If Stallings needs support at work, she finds it in the team around her. “We definitely help each other out,” she says. “No one watches anybody fall short.”
On the busiest days, calls are back to back to back to back. “Take a breath,” Stallings will remind herself before picking up another line. She works weekends and even double shifts when necessary.
“There’s not a day when we’re not open,” she says. “We’re always here when they need us.”
A military connection
Danny Giles’ heavy military background made him a natural to work at Langley, where he is lead operator on weekdays.
Both of his grandfathers fought in World War II, and his father and sister are retired Air Force. His nephew joined the Air Force five years ago.
In addition to answering and connecting calls, Giles tracks calls on the other 12 bases that Langley hosts and submits hourly reports. If too many calls are dropped, that requires action.

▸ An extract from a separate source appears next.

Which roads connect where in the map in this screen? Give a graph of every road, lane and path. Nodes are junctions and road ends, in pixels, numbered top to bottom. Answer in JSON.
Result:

“I like talking to people and helping them out in situations,” he says. “I try to connect them to the place they’re looking for and get them the best possible answer as I can without having to say, ‘I don’t know.’”

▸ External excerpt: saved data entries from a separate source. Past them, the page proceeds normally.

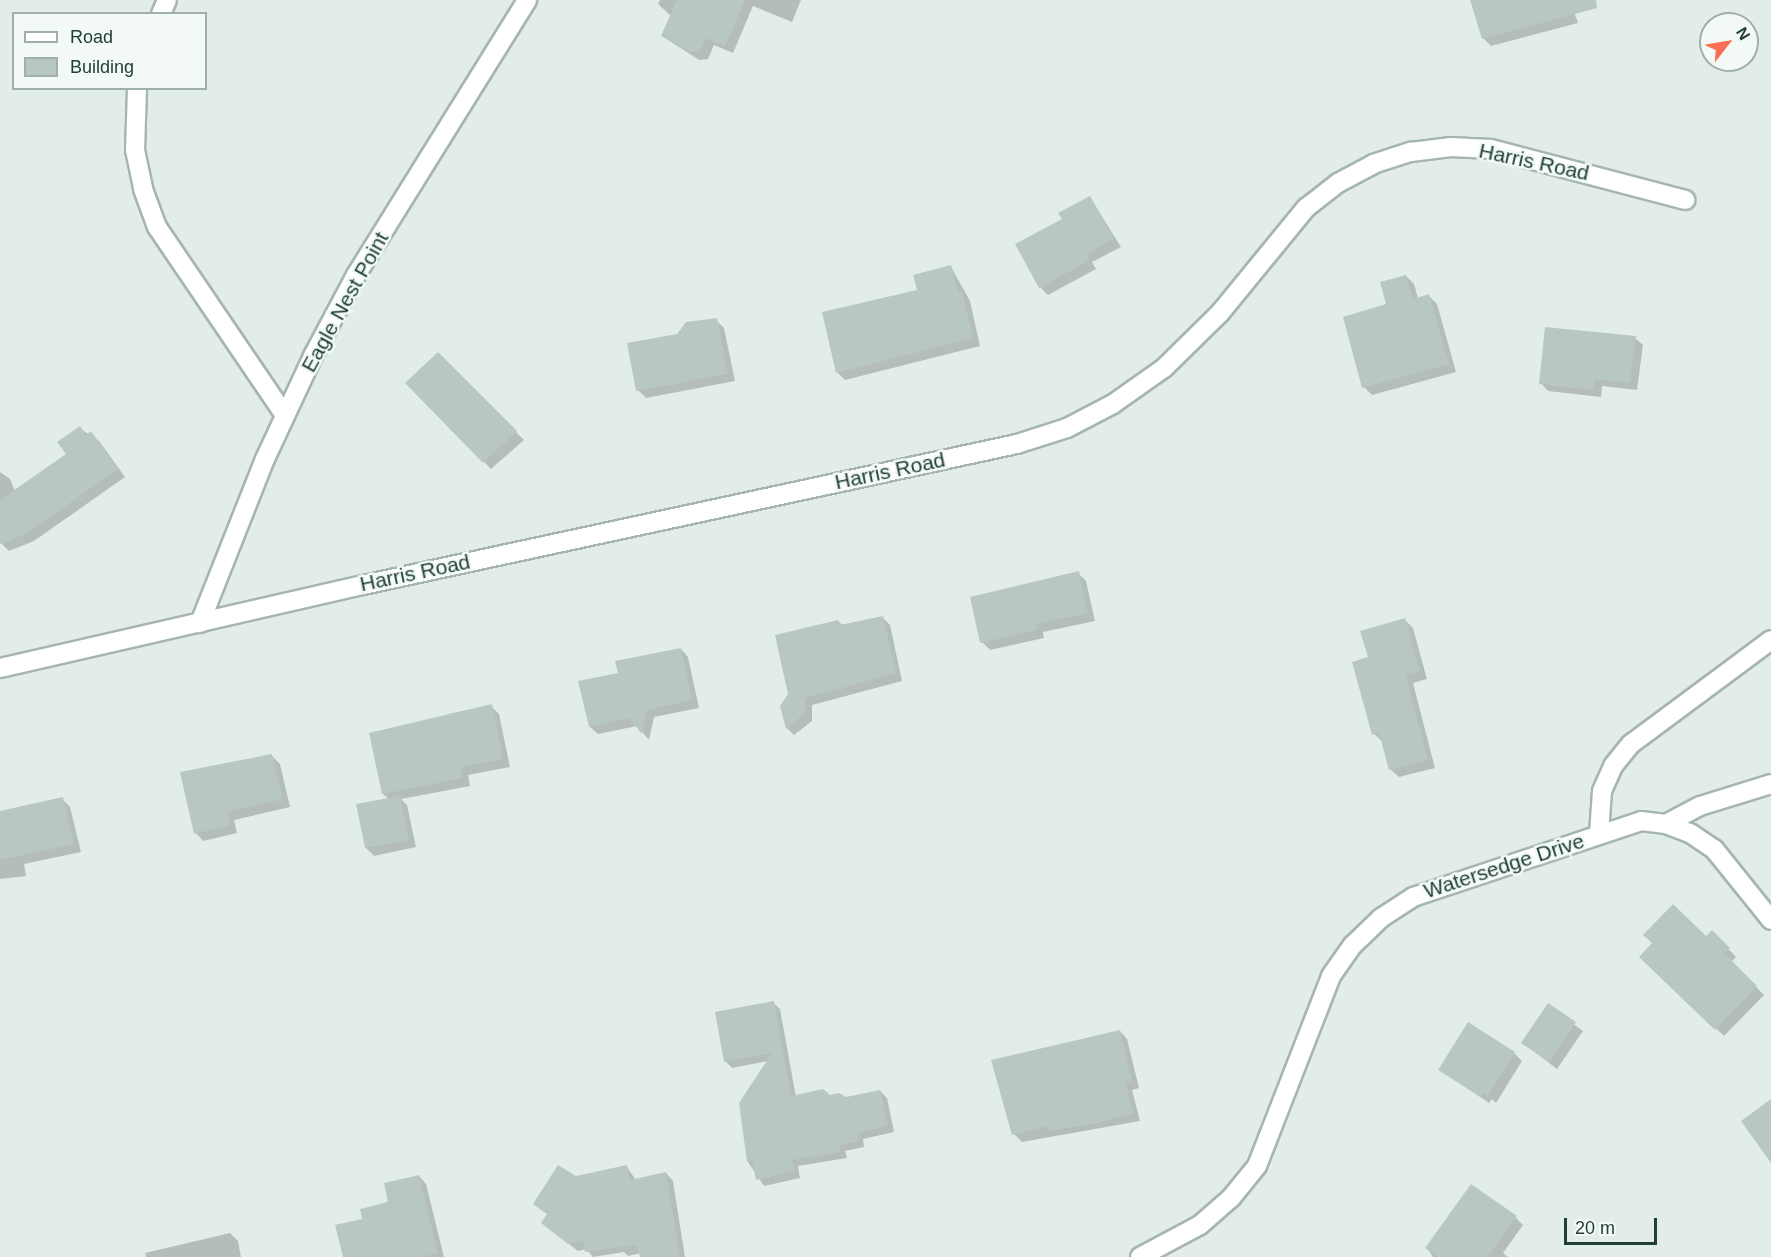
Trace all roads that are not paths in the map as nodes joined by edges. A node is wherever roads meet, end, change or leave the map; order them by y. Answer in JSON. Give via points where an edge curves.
{"nodes":[{"id":1,"x":527,"y":0,"type":"edge"},
{"id":2,"x":137,"y":90,"type":"edge"},
{"id":3,"x":1685,"y":200,"type":"dead end"},
{"id":4,"x":285,"y":415,"type":"junction"},
{"id":5,"x":200,"y":623,"type":"junction"},
{"id":6,"x":1771,"y":640,"type":"edge"},
{"id":7,"x":0,"y":668,"type":"edge"},
{"id":8,"x":1771,"y":784,"type":"edge"},
{"id":9,"x":1666,"y":824,"type":"junction"},
{"id":10,"x":1599,"y":834,"type":"junction"},
{"id":11,"x":1771,"y":920,"type":"edge"},
{"id":12,"x":1140,"y":1257,"type":"edge"}],
"edges":[{"from":1,"to":4,"type":"street","name":"Eagle Nest Point","via":[[356,275]]},
{"from":2,"to":4,"type":"street","via":[[135,150],[143,189],[157,227]]},
{"from":3,"to":5,"type":"street","name":"Harris Road","via":[[1491,149],[1451,147],[1412,152],[1373,164],[1338,183],[1306,208],[1220,314],[1164,368],[1113,405],[1067,428],[1017,444]]},
{"from":4,"to":5,"type":"street","name":"Eagle Nest Point"},
{"from":5,"to":7,"type":"street","name":"Harris Road"},
{"from":6,"to":10,"type":"street","via":[[1631,744],[1613,766],[1602,791]]},
{"from":8,"to":9,"type":"street","via":[[1700,806]]},
{"from":9,"to":10,"type":"street","name":"Watersedge Drive","via":[[1641,821]]},
{"from":9,"to":11,"type":"street","name":"Watersedge Drive","via":[[1690,833],[1714,849]]},
{"from":10,"to":12,"type":"street","name":"Watersedge Drive","via":[[1434,887],[1381,918],[1353,945],[1331,976],[1257,1166],[1231,1198],[1200,1225]]}]}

During the height of the pandemic, fewer people were on base, meaning calls typically placed from offices there were initiated at home.

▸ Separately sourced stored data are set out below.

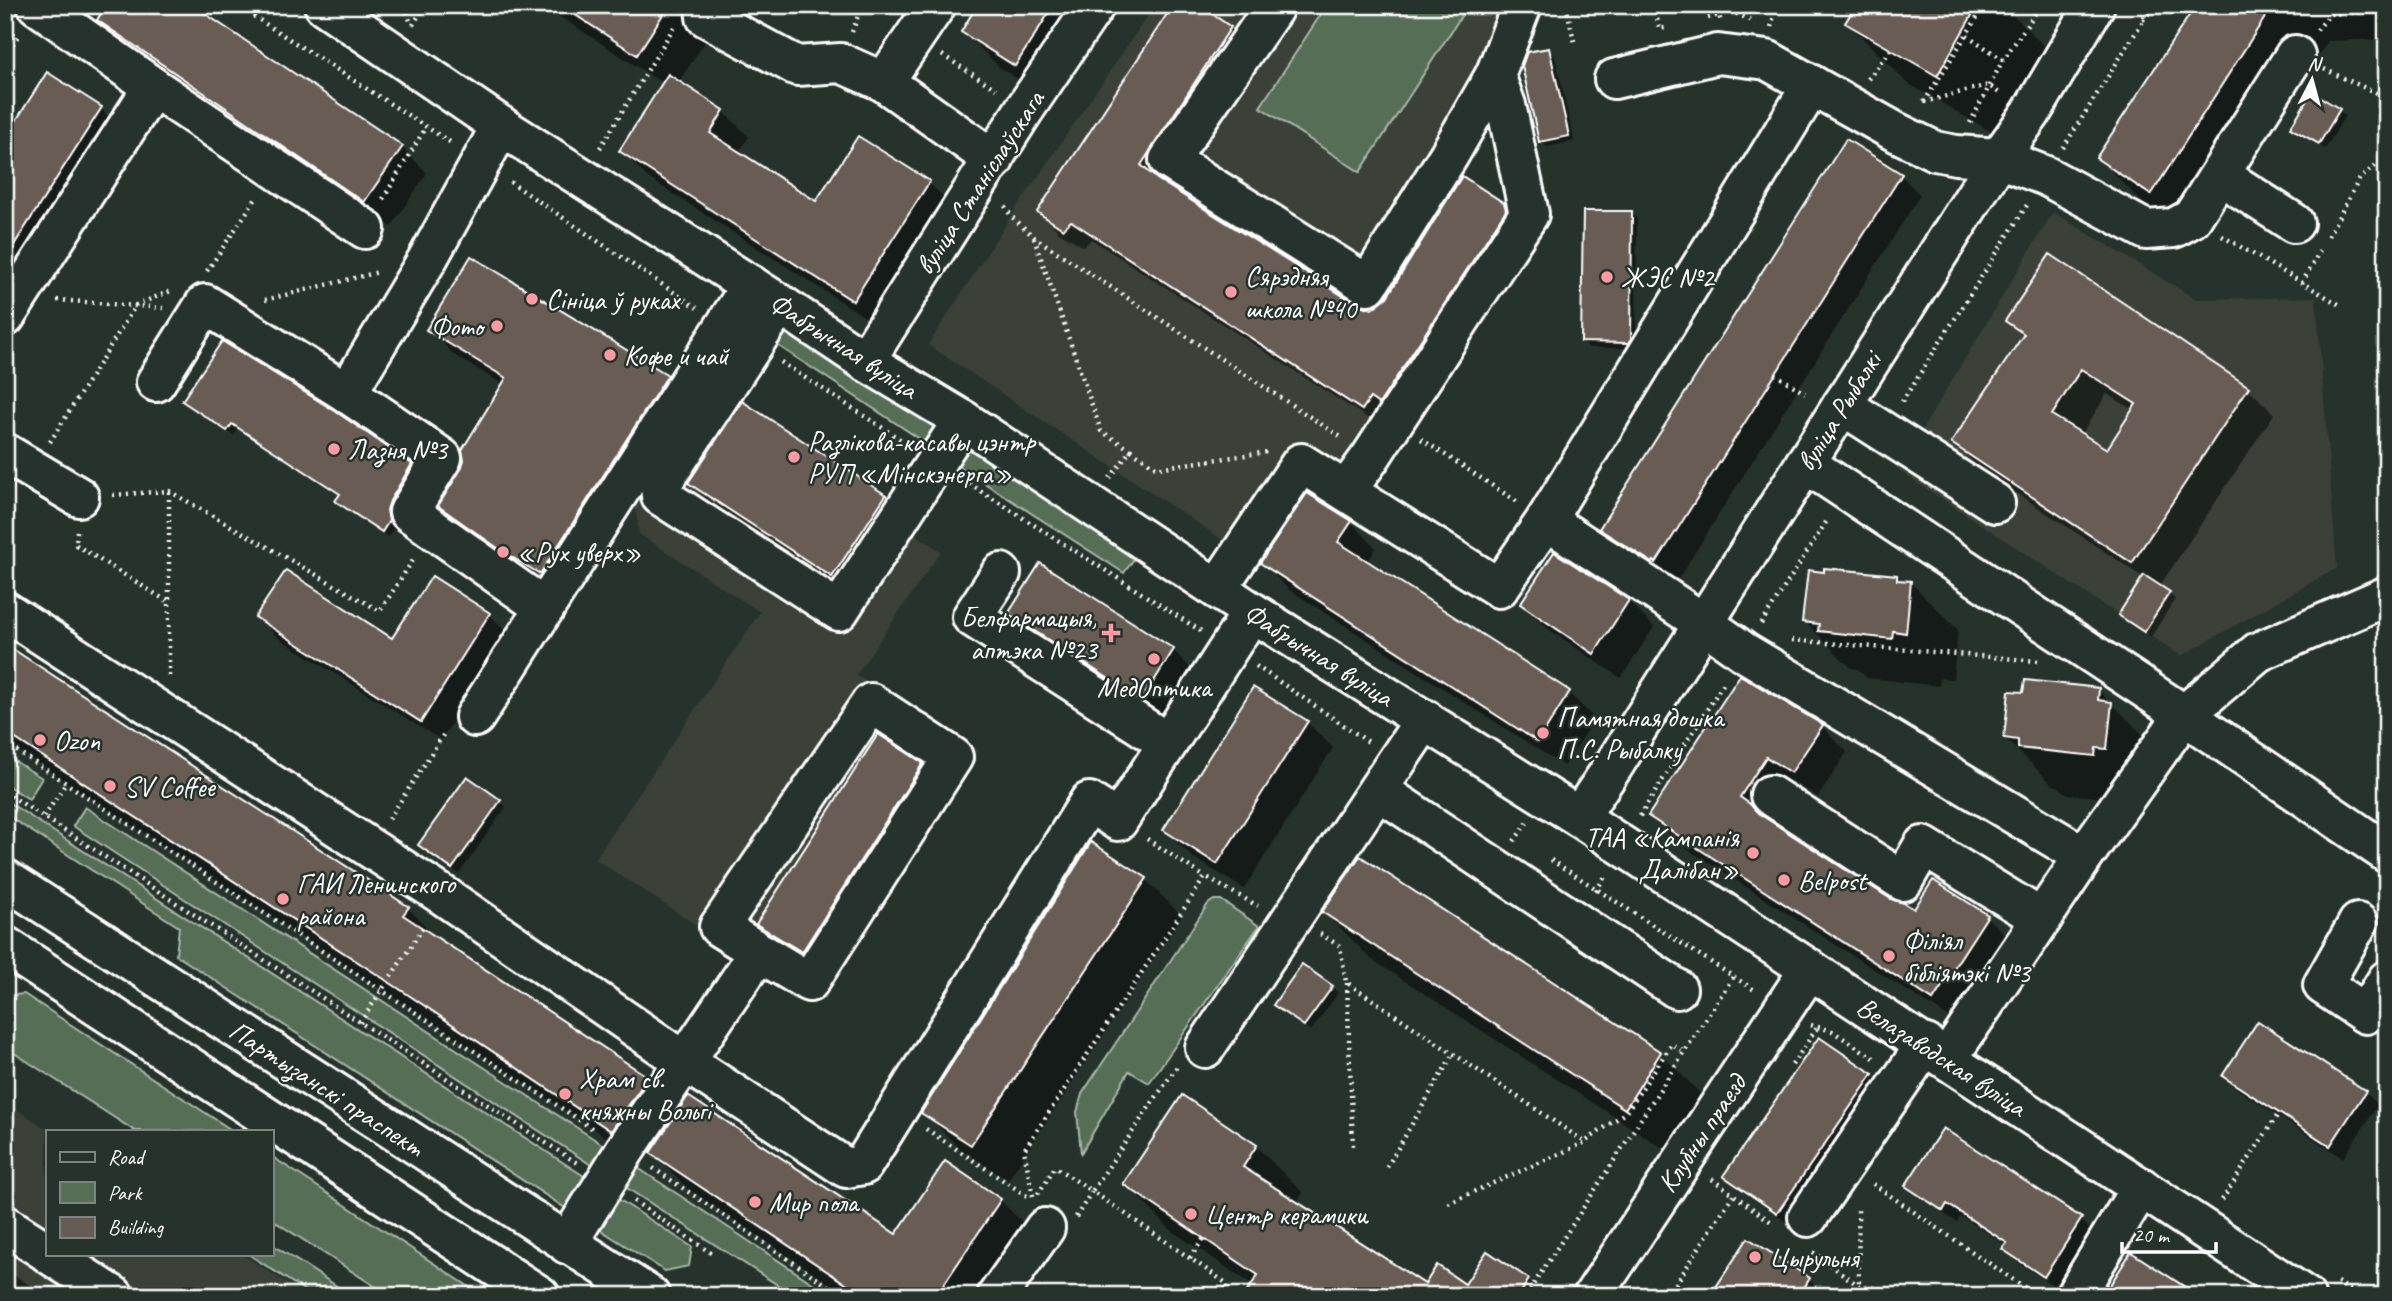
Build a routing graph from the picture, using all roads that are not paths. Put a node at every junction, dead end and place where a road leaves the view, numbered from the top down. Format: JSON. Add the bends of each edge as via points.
{"nodes":[{"id":1,"x":37,"y":5,"type":"edge"},
{"id":2,"x":936,"y":5,"type":"edge"},
{"id":3,"x":1095,"y":5,"type":"edge"},
{"id":4,"x":1522,"y":5,"type":"edge"},
{"id":5,"x":2095,"y":5,"type":"edge"},
{"id":6,"x":1272,"y":7,"type":"edge"},
{"id":7,"x":692,"y":11,"type":"edge"},
{"id":8,"x":341,"y":12,"type":"edge"},
{"id":9,"x":2295,"y":55,"type":"road end"},
{"id":10,"x":1495,"y":75,"type":"junction"},
{"id":11,"x":1614,"y":79,"type":"dead end"},
{"id":12,"x":884,"y":82,"type":"junction"},
{"id":13,"x":1812,"y":85,"type":"junction"},
{"id":14,"x":153,"y":87,"type":"junction"},
{"id":15,"x":501,"y":126,"type":"junction"},
{"id":16,"x":1999,"y":158,"type":"junction"},
{"id":17,"x":994,"y":160,"type":"junction"},
{"id":18,"x":2220,"y":176,"type":"junction"},
{"id":19,"x":2294,"y":223,"type":"dead end"},
{"id":20,"x":365,"y":229,"type":"road end"},
{"id":21,"x":765,"y":294,"type":"junction"},
{"id":22,"x":11,"y":307,"type":"edge"},
{"id":23,"x":738,"y":335,"type":"junction"},
{"id":24,"x":865,"y":361,"type":"junction"},
{"id":25,"x":156,"y":382,"type":"dead end"},
{"id":26,"x":347,"y":393,"type":"junction"},
{"id":27,"x":1842,"y":405,"type":"junction"},
{"id":28,"x":963,"y":420,"type":"junction"},
{"id":29,"x":5,"y":453,"type":"edge"},
{"id":30,"x":1805,"y":463,"type":"junction"},
{"id":31,"x":1346,"y":491,"type":"junction"},
{"id":32,"x":79,"y":497,"type":"road end"},
{"id":33,"x":1995,"y":503,"type":"dead end"},
{"id":34,"x":1546,"y":520,"type":"junction"},
{"id":35,"x":1000,"y":573,"type":"dead end"},
{"id":36,"x":1217,"y":589,"type":"junction"},
{"id":37,"x":2387,"y":596,"type":"edge"},
{"id":38,"x":545,"y":608,"type":"junction"},
{"id":39,"x":5,"y":611,"type":"edge"},
{"id":40,"x":1252,"y":612,"type":"junction"},
{"id":41,"x":1703,"y":622,"type":"junction"},
{"id":42,"x":2184,"y":715,"type":"junction"},
{"id":43,"x":475,"y":717,"type":"road end"},
{"id":44,"x":1424,"y":719,"type":"junction"},
{"id":45,"x":1168,"y":743,"type":"junction"},
{"id":46,"x":1388,"y":775,"type":"junction"},
{"id":47,"x":1770,"y":795,"type":"dead end"},
{"id":48,"x":1579,"y":817,"type":"junction"},
{"id":49,"x":2387,"y":853,"type":"edge"},
{"id":50,"x":2084,"y":856,"type":"junction"},
{"id":51,"x":5,"y":879,"type":"edge"},
{"id":52,"x":2042,"y":919,"type":"junction"},
{"id":53,"x":2358,"y":923,"type":"dead end"},
{"id":54,"x":5,"y":946,"type":"edge"},
{"id":55,"x":759,"y":952,"type":"junction"},
{"id":56,"x":1810,"y":970,"type":"junction"},
{"id":57,"x":2387,"y":979,"type":"edge"},
{"id":58,"x":1677,"y":989,"type":"dead end"},
{"id":59,"x":1205,"y":1048,"type":"dead end"},
{"id":60,"x":1937,"y":1051,"type":"junction"},
{"id":61,"x":684,"y":1061,"type":"junction"},
{"id":62,"x":436,"y":1159,"type":"junction"},
{"id":63,"x":2141,"y":1187,"type":"junction"},
{"id":64,"x":400,"y":1204,"type":"junction"},
{"id":65,"x":1039,"y":1214,"type":"road end"},
{"id":66,"x":1808,"y":1217,"type":"dead end"},
{"id":67,"x":5,"y":1225,"type":"edge"},
{"id":68,"x":567,"y":1244,"type":"junction"},
{"id":69,"x":46,"y":1252,"type":"edge"},
{"id":70,"x":53,"y":1256,"type":"edge"},
{"id":71,"x":114,"y":1296,"type":"edge"},
{"id":72,"x":540,"y":1296,"type":"edge"},
{"id":73,"x":650,"y":1296,"type":"edge"},
{"id":74,"x":997,"y":1296,"type":"edge"},
{"id":75,"x":1593,"y":1296,"type":"edge"},
{"id":76,"x":2075,"y":1296,"type":"edge"},
{"id":77,"x":2305,"y":1296,"type":"edge"}],
"edges":[{"from":1,"to":14,"type":"street"},
{"from":2,"to":12,"type":"street"},
{"from":3,"to":17,"type":"street","name":"вуліца Станіслаўскага"},
{"from":4,"to":10,"type":"street"},
{"from":5,"to":16,"type":"street","name":"вуліца Рыбалкі"},
{"from":6,"to":10,"type":"street","via":[[1170,160],[1368,285]]},
{"from":7,"to":12,"type":"street","via":[[797,66],[842,63]]},
{"from":8,"to":15,"type":"street","name":"Фабрычная вуліца"},
{"from":9,"to":18,"type":"street"},
{"from":10,"to":31,"type":"street","via":[[1506,105],[1529,214]]},
{"from":11,"to":13,"type":"street","via":[[1718,54],[1767,60]]},
{"from":12,"to":17,"type":"street"},
{"from":13,"to":16,"type":"street","via":[[1935,151]]},
{"from":13,"to":34,"type":"street"},
{"from":14,"to":20,"type":"street"},
{"from":14,"to":22,"type":"street"},
{"from":15,"to":21,"type":"street","name":"Фабрычная вуліца"},
{"from":15,"to":26,"type":"street"},
{"from":16,"to":18,"type":"street","via":[[2046,176],[2146,230],[2174,228],[2192,218]]},
{"from":16,"to":27,"type":"street","name":"вуліца Рыбалкі"},
{"from":17,"to":24,"type":"street","name":"вуліца Станіслаўскага"},
{"from":18,"to":19,"type":"street"},
{"from":21,"to":23,"type":"street"},
{"from":21,"to":24,"type":"street","name":"Фабрычная вуліца"},
{"from":23,"to":28,"type":"street","via":[[660,486],[661,496],[839,611]]},
{"from":23,"to":38,"type":"street"},
{"from":24,"to":28,"type":"street","name":"Фабрычная вуліца"},
{"from":25,"to":26,"type":"street","via":[[205,304]]},
{"from":26,"to":38,"type":"street","via":[[442,458],[409,512]]},
{"from":27,"to":30,"type":"street","name":"вуліца Рыбалкі"},
{"from":27,"to":33,"type":"street"},
{"from":28,"to":36,"type":"street","name":"Фабрычная вуліца"},
{"from":29,"to":32,"type":"street"},
{"from":30,"to":41,"type":"street","name":"вуліца Рыбалкі"},
{"from":30,"to":42,"type":"street"},
{"from":31,"to":34,"type":"street","via":[[1499,588]]},
{"from":31,"to":36,"type":"street","via":[[1301,463]]},
{"from":34,"to":41,"type":"street"},
{"from":35,"to":45,"type":"street","via":[[972,617]]},
{"from":36,"to":40,"type":"street","name":"Фабрычная вуліца"},
{"from":37,"to":42,"type":"street","via":[[2258,652]]},
{"from":38,"to":43,"type":"street"},
{"from":39,"to":61,"type":"street","via":[[444,897]]},
{"from":40,"to":44,"type":"street","name":"Фабрычная вуліца"},
{"from":40,"to":45,"type":"street"},
{"from":41,"to":48,"type":"street","name":"вуліца Рыбалкі"},
{"from":41,"to":50,"type":"street","via":[[1744,652]]},
{"from":42,"to":49,"type":"street"},
{"from":42,"to":50,"type":"street"},
{"from":44,"to":46,"type":"street"},
{"from":44,"to":48,"type":"street","name":"Фабрычная вуліца"},
{"from":45,"to":61,"type":"street","via":[[1118,821],[1088,802],[863,1165],[846,1167]]},
{"from":46,"to":58,"type":"street"},
{"from":46,"to":59,"type":"street"},
{"from":47,"to":52,"type":"street","via":[[1903,881],[1923,846]]},
{"from":48,"to":56,"type":"street","name":"Велазаводская вуліца"},
{"from":50,"to":52,"type":"street"},
{"from":51,"to":62,"type":"street","name":"Партызанскі праспект"},
{"from":52,"to":60,"type":"street"},
{"from":53,"to":57,"type":"street","via":[[2323,985],[2366,1014]]},
{"from":54,"to":64,"type":"street","name":"Партызанскі праспект"},
{"from":55,"to":55,"type":"street","via":[[809,982],[953,757],[871,703],[719,927]]},
{"from":55,"to":61,"type":"street"},
{"from":56,"to":60,"type":"street","name":"Велазаводская вуліца"},
{"from":56,"to":75,"type":"street","name":"Клубны праезд"},
{"from":60,"to":63,"type":"street","name":"Велазаводская вуліца"},
{"from":60,"to":66,"type":"street"},
{"from":61,"to":68,"type":"street"},
{"from":62,"to":64,"type":"street","via":[[440,1196],[422,1205]]},
{"from":62,"to":68,"type":"street","name":"Партызанскі праспект"},
{"from":63,"to":76,"type":"street"},
{"from":63,"to":77,"type":"street","name":"Велазаводская вуліца"},
{"from":64,"to":72,"type":"street","name":"Партызанскі праспект"},
{"from":65,"to":74,"type":"street"},
{"from":67,"to":69,"type":"street"},
{"from":68,"to":73,"type":"street","name":"Партызанскі праспект"},
{"from":70,"to":71,"type":"street"}]}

“They had to rely on us to make sure we could get them to all the places they needed,” Giles says. “If anything happens, we would pretty much be the first ones to know. It could be at any point of the day or night. It’s a good job. It can be stressful, but at the same time it’s fun and you learn new stuff every day.”
The promotion to lead operator is recent and appreciated. He’s worked on base for five years.
“I like challenges,” says Giles, a photographer on the side who shoots wedding and graduation pictures regularly. “When I was promoted, I was pretty excited about it. I like doing something new and having more responsibility. I’m always looking for new adventures.”
“It’s an honor to work on a military base”
Tracey Cheeks moved to Virginia from Baltimore to help her sister through some medical problems. She expected to stay a month. The pandemic altered that, and Norfolk is her new home.
Back-to-back strokes limit full use of her hands, and lymphedema affects her legs, which makes it hard for her to stand for long periods.
The 56-year-old grandmother has held administrative jobs most of her life, working for the Department of Social Services in Baltimore County, the State Highway Administration in Maryland and the Maryland Department of Transportation.
She was hired in Chesapeake but laid off after three months due to the pandemic.
“I wanted to work; I didn’t want to stay home and do nothing,” she says. “I tell people that I might have a disability, but I can still work. My mind is still here.”
A Richmond staffing firm directed her to VersAbility.
“It was like a dream come true,” Stallings says. She jumped at the chance to work at Langley Air Force Base. “I thought it was going to be a breeze,” she admits. “Now it wasn’t as breezy as I thought! It took time to learn, but I’m someone who writes it down and studies it.”
Stallings brought her notes home at night and learned from the example her peers set.
“I wanted to be good,” she says. “I wanted to know everything there is.”
She refuses to let anything associated with her disability limit her.
“Here I work with people with all different types of disabilities,” she says. “It gives me a lot of push and makes you say, ‘I can do that.’ The people I’ve met here who have a disability amaze me and push me to want to do better.”
Cheeks commutes to and from work using Handi-Ride, Hampton Roads Transportation’s Paratransit service. It’s not unusual for her to leave for work two hours early due to unpredictable tunnel traffic.
“I am never late,” she says.
Cheeks’ brother-in-law served as a Marine for more than 26 years. She used to visit the base prior to working on it. As a young adult, she even considered joining the service.
“It is an honor to work on a military base,” she says. “I love it. The people are great here. I feel good when I come here. I look forward every day to come to work. If you enjoy your job, you stay at it and do your best. And I like it here. A lot.”